Dataset items:
____

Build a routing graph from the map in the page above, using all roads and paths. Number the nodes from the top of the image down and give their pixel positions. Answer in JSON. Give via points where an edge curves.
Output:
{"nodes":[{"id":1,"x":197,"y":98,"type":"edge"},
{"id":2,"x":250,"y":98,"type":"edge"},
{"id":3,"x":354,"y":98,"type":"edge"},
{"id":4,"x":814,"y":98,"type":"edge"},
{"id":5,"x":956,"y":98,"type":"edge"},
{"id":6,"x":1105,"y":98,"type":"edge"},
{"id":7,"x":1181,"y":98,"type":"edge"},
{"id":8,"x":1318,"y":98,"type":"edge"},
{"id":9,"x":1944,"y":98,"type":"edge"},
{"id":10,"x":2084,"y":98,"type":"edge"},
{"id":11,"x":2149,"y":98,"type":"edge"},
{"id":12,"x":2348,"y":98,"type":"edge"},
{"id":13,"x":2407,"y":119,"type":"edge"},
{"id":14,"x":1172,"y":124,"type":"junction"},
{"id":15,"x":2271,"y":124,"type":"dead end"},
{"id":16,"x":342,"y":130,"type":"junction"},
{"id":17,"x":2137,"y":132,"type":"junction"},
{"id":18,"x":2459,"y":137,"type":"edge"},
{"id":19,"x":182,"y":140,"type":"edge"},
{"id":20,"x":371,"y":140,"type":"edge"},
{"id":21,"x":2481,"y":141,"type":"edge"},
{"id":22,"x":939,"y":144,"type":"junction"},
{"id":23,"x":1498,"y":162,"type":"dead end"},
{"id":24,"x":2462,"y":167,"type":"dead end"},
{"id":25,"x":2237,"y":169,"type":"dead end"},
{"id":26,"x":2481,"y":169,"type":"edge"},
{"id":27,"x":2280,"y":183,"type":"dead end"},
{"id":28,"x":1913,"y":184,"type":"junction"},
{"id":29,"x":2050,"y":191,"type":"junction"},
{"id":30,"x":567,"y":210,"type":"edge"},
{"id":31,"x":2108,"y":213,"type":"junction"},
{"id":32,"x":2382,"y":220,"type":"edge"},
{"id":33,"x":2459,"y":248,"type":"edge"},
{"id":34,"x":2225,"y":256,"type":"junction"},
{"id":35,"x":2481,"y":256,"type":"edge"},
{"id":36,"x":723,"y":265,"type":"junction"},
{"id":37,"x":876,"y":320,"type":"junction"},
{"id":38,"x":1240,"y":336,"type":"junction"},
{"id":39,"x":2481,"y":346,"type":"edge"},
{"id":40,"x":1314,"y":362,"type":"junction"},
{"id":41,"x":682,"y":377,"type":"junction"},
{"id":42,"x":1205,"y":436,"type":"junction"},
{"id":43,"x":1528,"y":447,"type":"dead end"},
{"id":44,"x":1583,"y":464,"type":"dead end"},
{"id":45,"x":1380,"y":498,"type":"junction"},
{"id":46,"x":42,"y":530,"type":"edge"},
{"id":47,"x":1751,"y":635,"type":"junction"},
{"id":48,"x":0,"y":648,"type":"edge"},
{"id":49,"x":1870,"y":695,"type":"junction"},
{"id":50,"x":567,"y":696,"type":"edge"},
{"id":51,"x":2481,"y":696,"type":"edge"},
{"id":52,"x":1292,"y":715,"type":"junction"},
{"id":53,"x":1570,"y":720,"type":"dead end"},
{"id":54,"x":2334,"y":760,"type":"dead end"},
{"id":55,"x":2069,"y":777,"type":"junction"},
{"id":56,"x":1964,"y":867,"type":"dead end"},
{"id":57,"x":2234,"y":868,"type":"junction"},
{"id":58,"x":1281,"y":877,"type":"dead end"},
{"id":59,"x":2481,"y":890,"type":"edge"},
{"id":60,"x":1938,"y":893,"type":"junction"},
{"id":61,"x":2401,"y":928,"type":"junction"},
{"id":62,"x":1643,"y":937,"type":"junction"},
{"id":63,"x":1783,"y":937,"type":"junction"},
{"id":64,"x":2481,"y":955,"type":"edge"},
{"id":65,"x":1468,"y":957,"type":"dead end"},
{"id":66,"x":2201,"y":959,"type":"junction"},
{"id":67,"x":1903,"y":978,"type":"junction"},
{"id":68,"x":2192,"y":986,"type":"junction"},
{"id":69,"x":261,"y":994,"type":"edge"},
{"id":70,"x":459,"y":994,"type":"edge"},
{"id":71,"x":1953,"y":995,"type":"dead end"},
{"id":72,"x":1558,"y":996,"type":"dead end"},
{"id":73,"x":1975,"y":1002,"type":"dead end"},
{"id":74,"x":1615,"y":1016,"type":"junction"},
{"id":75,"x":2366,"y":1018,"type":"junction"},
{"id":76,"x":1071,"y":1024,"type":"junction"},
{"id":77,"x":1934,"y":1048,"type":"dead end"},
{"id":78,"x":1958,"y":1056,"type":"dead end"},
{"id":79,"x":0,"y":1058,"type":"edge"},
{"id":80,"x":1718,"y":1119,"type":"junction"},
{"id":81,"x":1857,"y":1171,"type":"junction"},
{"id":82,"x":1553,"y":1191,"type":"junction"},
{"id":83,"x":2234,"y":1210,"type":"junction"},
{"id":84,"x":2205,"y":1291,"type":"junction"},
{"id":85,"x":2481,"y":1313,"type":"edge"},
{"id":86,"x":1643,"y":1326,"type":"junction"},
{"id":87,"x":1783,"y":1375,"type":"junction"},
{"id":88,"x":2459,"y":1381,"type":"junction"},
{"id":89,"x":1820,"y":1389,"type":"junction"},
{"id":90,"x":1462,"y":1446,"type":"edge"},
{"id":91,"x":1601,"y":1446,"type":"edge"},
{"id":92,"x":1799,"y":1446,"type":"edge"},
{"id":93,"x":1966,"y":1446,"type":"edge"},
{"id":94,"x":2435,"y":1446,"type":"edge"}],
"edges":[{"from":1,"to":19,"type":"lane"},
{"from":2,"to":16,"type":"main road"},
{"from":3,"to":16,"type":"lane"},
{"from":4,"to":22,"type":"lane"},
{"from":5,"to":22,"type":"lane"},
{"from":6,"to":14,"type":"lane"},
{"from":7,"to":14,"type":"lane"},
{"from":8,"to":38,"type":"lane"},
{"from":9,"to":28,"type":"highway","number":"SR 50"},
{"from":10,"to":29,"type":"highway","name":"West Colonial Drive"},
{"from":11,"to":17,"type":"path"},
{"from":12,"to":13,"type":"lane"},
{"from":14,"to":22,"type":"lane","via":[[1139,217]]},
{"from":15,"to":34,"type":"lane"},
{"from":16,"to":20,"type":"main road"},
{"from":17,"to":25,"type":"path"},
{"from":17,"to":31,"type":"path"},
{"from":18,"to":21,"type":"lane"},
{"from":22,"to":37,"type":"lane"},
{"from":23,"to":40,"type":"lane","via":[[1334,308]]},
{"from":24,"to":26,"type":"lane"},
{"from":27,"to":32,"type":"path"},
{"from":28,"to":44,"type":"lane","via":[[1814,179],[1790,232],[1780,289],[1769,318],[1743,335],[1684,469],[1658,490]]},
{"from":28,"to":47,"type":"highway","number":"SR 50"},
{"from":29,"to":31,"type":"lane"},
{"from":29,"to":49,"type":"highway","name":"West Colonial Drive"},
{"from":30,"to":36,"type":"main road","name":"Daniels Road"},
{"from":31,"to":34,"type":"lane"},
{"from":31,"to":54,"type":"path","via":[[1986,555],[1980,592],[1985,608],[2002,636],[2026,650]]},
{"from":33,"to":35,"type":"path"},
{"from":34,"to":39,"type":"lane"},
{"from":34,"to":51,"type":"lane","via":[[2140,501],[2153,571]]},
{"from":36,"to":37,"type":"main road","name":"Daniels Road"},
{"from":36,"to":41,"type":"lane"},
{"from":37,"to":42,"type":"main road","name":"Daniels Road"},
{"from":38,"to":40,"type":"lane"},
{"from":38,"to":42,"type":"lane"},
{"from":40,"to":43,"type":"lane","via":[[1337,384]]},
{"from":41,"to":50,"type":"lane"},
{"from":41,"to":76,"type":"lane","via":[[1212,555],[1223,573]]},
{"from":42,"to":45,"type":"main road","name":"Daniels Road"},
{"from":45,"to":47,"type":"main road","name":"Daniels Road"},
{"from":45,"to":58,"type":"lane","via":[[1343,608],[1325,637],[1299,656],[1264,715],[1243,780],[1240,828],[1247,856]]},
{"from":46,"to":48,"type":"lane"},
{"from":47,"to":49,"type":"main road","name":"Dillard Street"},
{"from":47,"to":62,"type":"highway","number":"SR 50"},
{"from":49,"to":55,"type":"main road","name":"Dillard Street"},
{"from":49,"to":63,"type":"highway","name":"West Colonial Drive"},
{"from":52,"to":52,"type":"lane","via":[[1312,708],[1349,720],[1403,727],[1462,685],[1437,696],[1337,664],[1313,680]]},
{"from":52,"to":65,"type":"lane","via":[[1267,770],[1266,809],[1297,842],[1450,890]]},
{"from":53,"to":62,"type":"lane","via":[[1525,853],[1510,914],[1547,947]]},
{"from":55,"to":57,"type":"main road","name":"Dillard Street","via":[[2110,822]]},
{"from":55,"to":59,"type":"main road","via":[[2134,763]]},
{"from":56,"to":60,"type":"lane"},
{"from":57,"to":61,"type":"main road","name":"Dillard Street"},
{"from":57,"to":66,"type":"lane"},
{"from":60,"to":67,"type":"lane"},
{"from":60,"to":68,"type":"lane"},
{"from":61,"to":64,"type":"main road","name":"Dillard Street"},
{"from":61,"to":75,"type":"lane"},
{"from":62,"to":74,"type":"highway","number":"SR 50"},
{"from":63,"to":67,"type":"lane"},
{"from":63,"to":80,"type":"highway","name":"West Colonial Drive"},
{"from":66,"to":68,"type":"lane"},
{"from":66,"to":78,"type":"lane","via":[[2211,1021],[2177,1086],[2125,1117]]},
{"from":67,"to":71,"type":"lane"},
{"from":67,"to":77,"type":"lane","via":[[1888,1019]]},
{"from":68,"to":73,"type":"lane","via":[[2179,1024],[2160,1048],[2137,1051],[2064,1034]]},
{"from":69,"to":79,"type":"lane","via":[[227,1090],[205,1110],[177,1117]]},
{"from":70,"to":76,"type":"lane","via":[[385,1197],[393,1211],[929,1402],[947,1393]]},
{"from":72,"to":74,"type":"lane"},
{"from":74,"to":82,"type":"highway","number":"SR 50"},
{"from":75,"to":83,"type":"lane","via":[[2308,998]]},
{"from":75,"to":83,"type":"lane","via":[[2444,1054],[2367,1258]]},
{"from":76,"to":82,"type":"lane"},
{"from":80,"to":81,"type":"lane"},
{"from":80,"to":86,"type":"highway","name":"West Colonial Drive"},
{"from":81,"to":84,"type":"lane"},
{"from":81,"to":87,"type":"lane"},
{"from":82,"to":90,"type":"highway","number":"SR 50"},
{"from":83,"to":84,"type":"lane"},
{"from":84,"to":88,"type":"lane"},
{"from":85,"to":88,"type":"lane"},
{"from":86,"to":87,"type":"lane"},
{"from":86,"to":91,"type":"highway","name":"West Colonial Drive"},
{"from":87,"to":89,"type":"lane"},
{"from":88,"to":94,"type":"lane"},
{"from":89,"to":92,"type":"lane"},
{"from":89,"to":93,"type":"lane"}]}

____

Write out every line in the data that holds the string "Street".

{"from":47,"to":49,"type":"main road","name":"Dillard Street"},
{"from":49,"to":55,"type":"main road","name":"Dillard Street"},
{"from":55,"to":57,"type":"main road","name":"Dillard Street","via":[[2110,822]]},
{"from":57,"to":61,"type":"main road","name":"Dillard Street"},
{"from":61,"to":64,"type":"main road","name":"Dillard Street"},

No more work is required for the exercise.